To the Editor:
I read with interest the recent publication by Bergdahl etal. 1 on the increased mortality in chronic obstructive pulmonary disease (COPD) among construction workers exposed to inorganic dust. Within this publication, the authors stated that their “results corroborate those from previous studies, indicating an increased risk for COPD among workers exposed to dust, such as asbestos, man-made mineral fibres, mineral dust and concrete dust”.
The basis cited by Bergdahl et al. 1 for including fibre glass in the previous statement appears to be the article by Sixt et al. 2. The authors citing this article state that “increased elastic recoil pressure among workers exposed to man-made mineral fibres has also been described”. It is unfortunate that Bergdahl et al. 1 did not include the full citation from Sixt et al. 2.
The exact quotation from Sixt et al. 2 is as follows: “In summary, in a small number of subjects exposed to fiber glass, we found slightly increased elastic recoil but no evidence of small airway dysfunction, restrictive ventilatory impairment, or airway obstruction. It is not possible from this study to generalize as to the hazard of handling fiber glass, but it may serve to indicate a need for further studies on the effect of fiber glass inhalation on lung function.”
It should be noted, in addition, that further studies have not reported any relationship of fibre glass exposure to lung function impairment.
In the International Agency for Research on Cancer (IARC) monograph 3, which examined the classification of man-made mineral fibres, the IARC working group stated, in review of the Sixt et al. 2 study, that “no evidence of small airways dysfunction or resting ventilatory impairment was found in six nonsmoking sheet-metal workers who had been exposed to glass fibre”.
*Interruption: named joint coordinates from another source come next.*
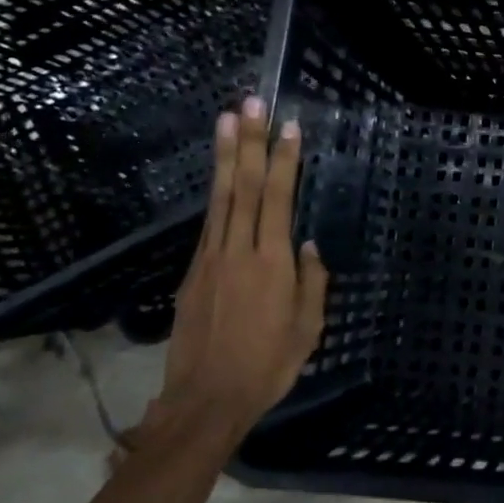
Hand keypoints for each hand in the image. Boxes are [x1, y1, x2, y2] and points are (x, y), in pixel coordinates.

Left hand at [147, 96, 329, 449]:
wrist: (206, 400)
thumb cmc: (269, 366)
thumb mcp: (308, 328)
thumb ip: (311, 283)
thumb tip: (308, 246)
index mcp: (271, 264)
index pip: (277, 198)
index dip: (283, 159)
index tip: (289, 126)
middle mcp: (238, 251)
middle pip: (242, 186)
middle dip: (248, 141)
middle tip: (250, 102)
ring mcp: (210, 260)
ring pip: (219, 198)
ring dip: (224, 156)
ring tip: (226, 119)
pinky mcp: (192, 273)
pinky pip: (209, 224)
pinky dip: (216, 193)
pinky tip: (221, 177)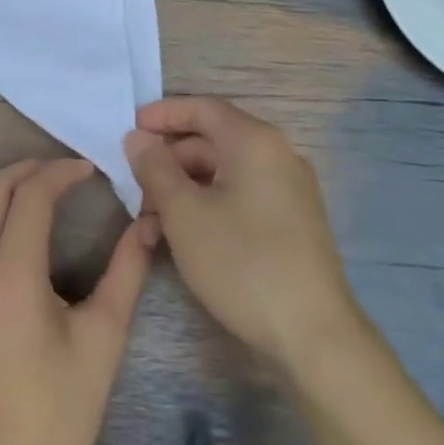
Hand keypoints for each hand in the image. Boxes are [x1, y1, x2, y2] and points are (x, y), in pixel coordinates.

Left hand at [0, 158, 157, 444]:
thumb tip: (149, 223)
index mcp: (13, 281)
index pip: (30, 197)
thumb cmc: (61, 413)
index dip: (59, 173)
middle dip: (23, 170)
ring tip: (18, 188)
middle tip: (57, 173)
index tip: (87, 171)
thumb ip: (127, 273)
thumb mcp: (104, 340)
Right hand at [125, 97, 359, 377]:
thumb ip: (155, 168)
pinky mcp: (292, 221)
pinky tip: (183, 237)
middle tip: (134, 187)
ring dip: (184, 189)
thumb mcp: (184, 213)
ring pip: (223, 173)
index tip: (129, 129)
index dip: (162, 114)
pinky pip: (241, 196)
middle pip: (211, 141)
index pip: (202, 108)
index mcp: (254, 141)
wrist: (315, 336)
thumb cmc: (242, 262)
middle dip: (168, 161)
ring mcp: (289, 189)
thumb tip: (137, 138)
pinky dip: (208, 206)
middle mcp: (277, 154)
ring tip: (151, 224)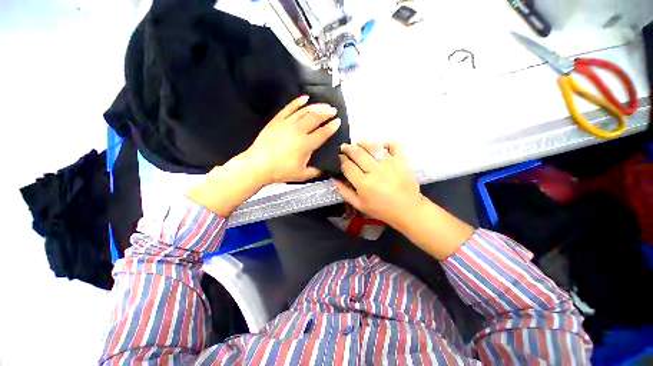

In addition, Bergdahl et al. 1 include a study by Engholm et al. 4 in their reference list, without discussing any details of this study in their text. In the IARC monograph 5, which re-examined the classification of man-made mineral fibres, the IARC working group reported the following, concerning the study by Engholm et al. 4:
“A study on a cohort of 135,037 male construction workers in Sweden reported in 1987 and evaluated by the previous Working Group (IARC, 1988) has not been updated (Engholm et al., 1987). In a nested case-control study, the relationship between lung cancer in 424 workers and their exposure to MMVFs and to asbestos was examined. After adjustment for smoking habits and population density in the area of residence, an odds ratio of 1.21 (95% CI, 0.60–2.47) was reported for exposure to MMVFs (adjusted for exposure to asbestos). Twenty-three cases of pleural cancer were observed among the cohort (SIR, 2.13; 95% CI, 1.35–3.20). (The Working Group noted that misclassification of exposure to asbestos and the difficulty in differentiating exposure to asbestos from exposure to MMVFs may have resulted in residual confounding.)”
It should be noted that this study was not considered as sufficient in establishing the final classification of fibre glass as category 3 by the IARC working group 5.
Thus, a thorough review of the two references cited by Bergdahl et al. 1, with reference to fibre glass, indicates that there is no scientific basis for including fibre glass in their discussion of increased mortality in chronic obstructive pulmonary disease among construction workers exposed to inorganic dust.